### What the exercise asks:
Output the data that follows exactly, line for line.

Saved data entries
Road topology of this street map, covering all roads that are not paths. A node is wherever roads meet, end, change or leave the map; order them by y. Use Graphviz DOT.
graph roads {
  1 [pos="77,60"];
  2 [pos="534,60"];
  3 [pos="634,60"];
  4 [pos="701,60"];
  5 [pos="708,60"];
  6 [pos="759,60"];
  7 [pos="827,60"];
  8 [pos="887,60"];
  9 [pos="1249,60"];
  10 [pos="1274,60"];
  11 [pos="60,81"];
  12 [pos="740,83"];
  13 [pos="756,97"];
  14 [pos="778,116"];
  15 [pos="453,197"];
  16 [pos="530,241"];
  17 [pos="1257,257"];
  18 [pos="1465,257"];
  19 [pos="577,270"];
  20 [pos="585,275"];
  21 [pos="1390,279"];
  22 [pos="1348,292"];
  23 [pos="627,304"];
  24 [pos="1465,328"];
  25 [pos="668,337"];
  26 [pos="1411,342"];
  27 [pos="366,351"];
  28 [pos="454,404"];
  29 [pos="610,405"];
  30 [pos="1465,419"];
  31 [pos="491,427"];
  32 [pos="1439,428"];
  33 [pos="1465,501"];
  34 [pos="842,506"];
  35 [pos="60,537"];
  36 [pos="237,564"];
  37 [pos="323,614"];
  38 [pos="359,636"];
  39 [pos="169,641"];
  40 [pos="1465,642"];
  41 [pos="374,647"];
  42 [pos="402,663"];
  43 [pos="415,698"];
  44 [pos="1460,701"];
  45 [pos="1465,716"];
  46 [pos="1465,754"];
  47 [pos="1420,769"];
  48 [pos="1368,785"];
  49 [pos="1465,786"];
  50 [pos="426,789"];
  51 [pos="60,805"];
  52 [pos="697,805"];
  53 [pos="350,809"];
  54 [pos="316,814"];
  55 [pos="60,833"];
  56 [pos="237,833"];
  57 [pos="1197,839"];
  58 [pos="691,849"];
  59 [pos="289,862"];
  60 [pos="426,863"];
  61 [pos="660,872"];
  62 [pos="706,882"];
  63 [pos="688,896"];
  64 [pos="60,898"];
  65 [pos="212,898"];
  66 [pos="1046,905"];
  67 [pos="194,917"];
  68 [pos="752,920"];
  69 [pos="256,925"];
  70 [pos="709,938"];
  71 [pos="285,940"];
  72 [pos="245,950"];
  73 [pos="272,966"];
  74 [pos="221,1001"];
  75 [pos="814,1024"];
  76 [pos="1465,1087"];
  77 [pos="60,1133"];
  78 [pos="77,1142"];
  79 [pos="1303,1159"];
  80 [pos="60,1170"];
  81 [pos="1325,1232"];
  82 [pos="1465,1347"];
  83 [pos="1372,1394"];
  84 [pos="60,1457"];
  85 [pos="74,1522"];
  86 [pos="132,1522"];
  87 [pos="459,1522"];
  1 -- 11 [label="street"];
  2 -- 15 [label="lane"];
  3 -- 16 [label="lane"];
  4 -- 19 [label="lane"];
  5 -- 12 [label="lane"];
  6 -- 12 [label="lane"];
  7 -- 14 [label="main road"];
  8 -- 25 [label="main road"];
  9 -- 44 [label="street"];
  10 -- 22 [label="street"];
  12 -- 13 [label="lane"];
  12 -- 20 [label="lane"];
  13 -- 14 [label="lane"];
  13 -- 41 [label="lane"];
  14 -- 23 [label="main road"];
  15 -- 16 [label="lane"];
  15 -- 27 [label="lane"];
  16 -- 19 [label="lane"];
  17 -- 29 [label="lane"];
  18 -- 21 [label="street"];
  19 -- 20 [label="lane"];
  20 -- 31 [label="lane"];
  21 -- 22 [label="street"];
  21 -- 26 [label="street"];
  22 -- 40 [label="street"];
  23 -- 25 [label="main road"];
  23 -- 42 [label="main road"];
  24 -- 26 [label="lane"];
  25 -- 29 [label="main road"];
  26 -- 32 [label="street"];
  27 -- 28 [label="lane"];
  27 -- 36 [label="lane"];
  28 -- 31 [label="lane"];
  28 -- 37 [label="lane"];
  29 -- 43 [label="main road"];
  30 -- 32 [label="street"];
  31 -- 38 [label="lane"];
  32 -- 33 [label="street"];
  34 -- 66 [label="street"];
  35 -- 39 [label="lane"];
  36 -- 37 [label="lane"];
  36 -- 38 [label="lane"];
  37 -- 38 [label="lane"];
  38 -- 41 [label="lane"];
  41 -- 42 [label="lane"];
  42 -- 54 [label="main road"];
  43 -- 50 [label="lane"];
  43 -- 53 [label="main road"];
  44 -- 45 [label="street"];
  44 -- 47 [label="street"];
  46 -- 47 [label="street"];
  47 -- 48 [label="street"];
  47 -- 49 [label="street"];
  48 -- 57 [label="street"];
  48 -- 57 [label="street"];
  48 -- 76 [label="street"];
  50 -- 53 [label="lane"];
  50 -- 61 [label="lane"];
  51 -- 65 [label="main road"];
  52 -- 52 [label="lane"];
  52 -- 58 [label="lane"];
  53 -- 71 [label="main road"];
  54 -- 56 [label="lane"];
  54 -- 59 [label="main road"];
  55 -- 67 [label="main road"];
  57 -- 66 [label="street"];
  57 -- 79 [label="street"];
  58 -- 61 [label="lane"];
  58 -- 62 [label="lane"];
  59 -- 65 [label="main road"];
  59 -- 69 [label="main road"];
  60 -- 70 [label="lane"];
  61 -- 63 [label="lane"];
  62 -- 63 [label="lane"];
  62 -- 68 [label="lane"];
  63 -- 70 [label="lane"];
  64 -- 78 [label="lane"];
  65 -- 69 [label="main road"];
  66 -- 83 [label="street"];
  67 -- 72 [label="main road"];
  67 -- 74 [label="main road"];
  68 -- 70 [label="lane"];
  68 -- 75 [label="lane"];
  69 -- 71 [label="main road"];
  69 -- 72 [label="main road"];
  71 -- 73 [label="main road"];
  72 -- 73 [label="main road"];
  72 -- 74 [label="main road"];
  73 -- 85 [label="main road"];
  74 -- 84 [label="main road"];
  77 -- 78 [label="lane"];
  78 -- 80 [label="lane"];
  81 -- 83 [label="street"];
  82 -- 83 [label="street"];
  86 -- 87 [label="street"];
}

### Solution to this exercise:
Road topology of this street map, covering all roads that are not paths. A node is wherever roads meet, end, change or leave the map; order them by y. Use Graphviz DOT.
graph roads {
  1 [pos="77,60"];
  2 [pos="534,60"];
  3 [pos="634,60"];
  4 [pos="701,60"];
  5 [pos="708,60"];
  6 [pos="759,60"];
  7 [pos="827,60"];
  8 [pos="887,60"];
  9 [pos="1249,60"];
  10 [pos="1274,60"];
  11 [pos="60,81"];
  12 [pos="740,83"];
  13 [pos="756,97"];
  14 [pos="778,116"];
  15 [pos="453,197"];
  16 [pos="530,241"];
  17 [pos="1257,257"];
  18 [pos="1465,257"];
  19 [pos="577,270"];
  20 [pos="585,275"];
  21 [pos="1390,279"];
  22 [pos="1348,292"];
  23 [pos="627,304"];
  24 [pos="1465,328"];
  25 [pos="668,337"];
  26 [pos="1411,342"];
  27 [pos="366,351"];
  28 [pos="454,404"];
  29 [pos="610,405"];
  30 [pos="1465,419"];
  31 [pos="491,427"];
  32 [pos="1439,428"];
  33 [pos="1465,501"];
  34 [pos="842,506"];
  35 [pos="60,537"];
  36 [pos="237,564"];
  37 [pos="323,614"];
  38 [pos="359,636"];
  39 [pos="169,641"];
  40 [pos="1465,642"];
  41 [pos="374,647"];
  42 [pos="402,663"];
  43 [pos="415,698"];
  44 [pos="1460,701"];
  45 [pos="1465,716"];
  46 [pos="1465,754"];
  47 [pos="1420,769"];
  48 [pos="1368,785"];
  49 [pos="1465,786"];
  50 [pos="426,789"];
  51 [pos="60,805"];
  52 [pos="697,805"];
  53 [pos="350,809"];
  54 [pos="316,814"];
  55 [pos="60,833"];
  56 [pos="237,833"];
  57 [pos="1197,839"];
  58 [pos="691,849"];
  59 [pos="289,862"];
  60 [pos="426,863"];
  61 [pos="660,872"];
  62 [pos="706,882"];
  63 [pos="688,896"];
  64 [pos="60,898"];
  65 [pos="212,898"];
  66 [pos="1046,905"];
  67 [pos="194,917"];
  68 [pos="752,920"];
  69 [pos="256,925"];
  70 [pos="709,938"];
  71 [pos="285,940"];
  72 [pos="245,950"];
  73 [pos="272,966"];
  74 [pos="221,1001"];
  75 [pos="814,1024"];
  76 [pos="1465,1087"];
  77 [pos="60,1133"];
  78 [pos="77,1142"];
  79 [pos="1303,1159"];
  80 [pos="60,1170"];
  81 [pos="1325,1232"];
  82 [pos="1465,1347"];
  83 [pos="1372,1394"];
  84 [pos="60,1457"];
  85 [pos="74,1522"];
  86 [pos="132,1522"];
  87 [pos="459,1522"];
  1 -- 11 [label="street"];
  2 -- 15 [label="lane"];
  3 -- 16 [label="lane"];
  4 -- 19 [label="lane"];
  5 -- 12 [label="lane"];
  6 -- 12 [label="lane"];
  7 -- 14 [label="main road"];
  8 -- 25 [label="main road"];
  9 -- 44 [label="street"];
  10 -- 22 [label="street"];
  12 -- 13 [label="lane"];
  12 -- 20 [label="lane"];
  13 -- 14 [label="lane"];
  13 -- 41 [label="lane"];
  14 -- 23 [label="main road"];
  15 -- 16 [label="lane"];
  15 -- 27 [label="lane"];
  16 -- 19 [label="lane"];
  17 -- 29 [label="lane"];
  18 -- 21 [label="street"];
  19 -- 20 [label="lane"];
  20 -- 31 [label="lane"];
  21 -- 22 [label="street"];
  21 -- 26 [label="street"];
  22 -- 40 [label="street"];
  23 -- 25 [label="main road"];
  23 -- 42 [label="main road"];
  24 -- 26 [label="lane"];
  25 -- 29 [label="main road"];
  26 -- 32 [label="street"];
  27 -- 28 [label="lane"];
  27 -- 36 [label="lane"];
  28 -- 31 [label="lane"];
  28 -- 37 [label="lane"];
  29 -- 43 [label="main road"];
  30 -- 32 [label="street"];
  31 -- 38 [label="lane"];
  32 -- 33 [label="street"];
  34 -- 66 [label="street"];
  35 -- 39 [label="lane"];
  36 -- 37 [label="lane"];
  36 -- 38 [label="lane"];
  37 -- 38 [label="lane"];
  38 -- 41 [label="lane"];
  41 -- 42 [label="lane"];
  42 -- 54 [label="main road"];
  43 -- 50 [label="lane"];
  43 -- 53 [label="main road"];
  44 -- 45 [label="street"];
  44 -- 47 [label="street"];
  46 -- 47 [label="street"];
  47 -- 48 [label="street"];
  47 -- 49 [label="street"];
  48 -- 57 [label="street"];
  48 -- 57 [label="street"];
  48 -- 76 [label="street"];
  50 -- 53 [label="lane"];
  50 -- 61 [label="lane"];
  51 -- 65 [label="main road"];
  52 -- 52 [label="lane"];
  52 -- 58 [label="lane"];
  53 -- 71 [label="main road"];
  54 -- 56 [label="lane"];
  54 -- 59 [label="main road"];
  55 -- 67 [label="main road"];
  57 -- 66 [label="street"];
  57 -- 79 [label="street"];
  58 -- 61 [label="lane"];
  58 -- 62 [label="lane"];
  59 -- 65 [label="main road"];
  59 -- 69 [label="main road"];
  60 -- 70 [label="lane"];
  61 -- 63 [label="lane"];
  62 -- 63 [label="lane"];
  62 -- 68 [label="lane"];
  63 -- 70 [label="lane"];
  64 -- 78 [label="lane"];
  65 -- 69 [label="main road"];
  66 -- 83 [label="street"];
  67 -- 72 [label="main road"];
  67 -- 74 [label="main road"];
  68 -- 70 [label="lane"];
  68 -- 75 [label="lane"];
  69 -- 71 [label="main road"];
  69 -- 72 [label="main road"];
  71 -- 73 [label="main road"];
  72 -- 73 [label="main road"];
  72 -- 74 [label="main road"];
  73 -- 85 [label="main road"];
  74 -- 84 [label="main road"];
  77 -- 78 [label="lane"];
  78 -- 80 [label="lane"];
  81 -- 83 [label="street"];
  82 -- 83 [label="street"];
  86 -- 87 [label="street"];
}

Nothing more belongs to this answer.